Large Electric Royalties Shareholder Utilizes Takeover Bid Exemption, Enabling Additional Open Market Purchases

CHARLOTTE, NC / ACCESSWIRE / February 1, 2024 / Stefan Gleason announced today he has begun a series of exempt open market purchases of common shares of Electric Royalties Ltd. (TSXV:ELEC)(OTCQB:ELECF) (the “Company”), which have recently taken his direct and indirect ownership stake above 20% of the Company’s issued and outstanding common shares.

Gleason is utilizing the “Normal Course Purchase Exemption” in National Instrument 62-104 –Take-Over Bids and Issuer Bids which permits additional share purchases without triggering a takeover bid requirement so long as the acquisitions within any 12-month period do “not exceed 5% of the securities of that class outstanding at the beginning of the 12-month period.”

“With important developments recently announced in connection with several of the Company’s larger royalties, especially Battery Hill, Seymour Lake, and Mont Sorcier, I am pleased to place bids in the market to make additional share purchases and bolster further my overall investment in the Company,” said Gleason.

“Meanwhile,” he continued, “the million-acre package of prospective lithium properties under the recent LOI potentially creates both near-term cash flow from scheduled option payments and a large number of new royalties, adding even more sizzle to the Company’s royalty portfolio.”

Stefan Gleason is a Charlotte-based entrepreneur who leads several privately held businesses in the United States, including Money Metals Exchange LLC. Money Metals is one of the largest precious metals dealers and depositories in North America with over C$1 billion in annual revenues.

Gleason was elected a Director of the Company at the recent annual meeting in December. His family office, Gleason & Sons LLC, recently committed to provide an expanded C$10 million convertible loan to the Company to enable it to continue acquiring assets without raising equity and diluting existing shareholders. The loan commitment is subject to the parties entering into an Amended and Restated Loan Agreement reflecting the modified terms and any third party approvals.
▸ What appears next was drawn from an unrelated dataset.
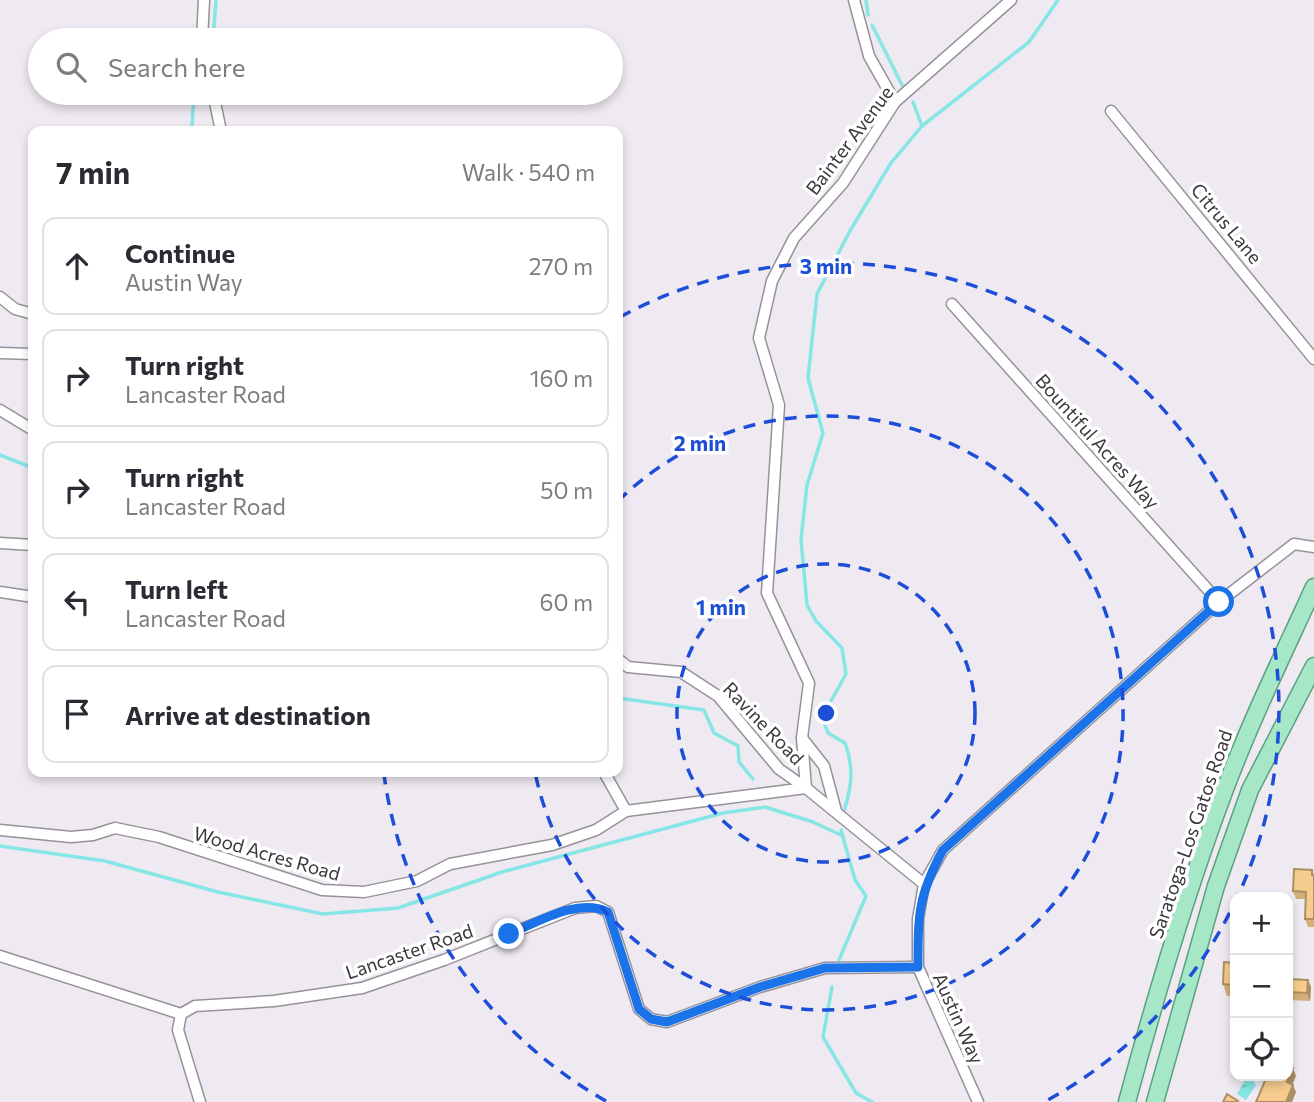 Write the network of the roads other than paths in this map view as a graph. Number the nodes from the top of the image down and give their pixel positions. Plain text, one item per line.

This release includes certain statements that may be deemed “forward-looking statements.” All statements in this release, other than statements of historical facts, that address anticipated future events including share purchases and the entering into of an amended and restated loan agreement are forward-looking statements. Although the expectations expressed in such forward-looking statements are based on reasonable assumptions, such statements are not guarantees of future events and actual results or developments may differ materially from those in the forward-looking statements including as a result of the failure of the parties to enter into the amended and restated loan agreement or obtain regulatory approvals, the availability of royalties, the production of properties underlying royalties not being as anticipated, and the Company’s cash flow position deteriorating as a result of business or economic conditions.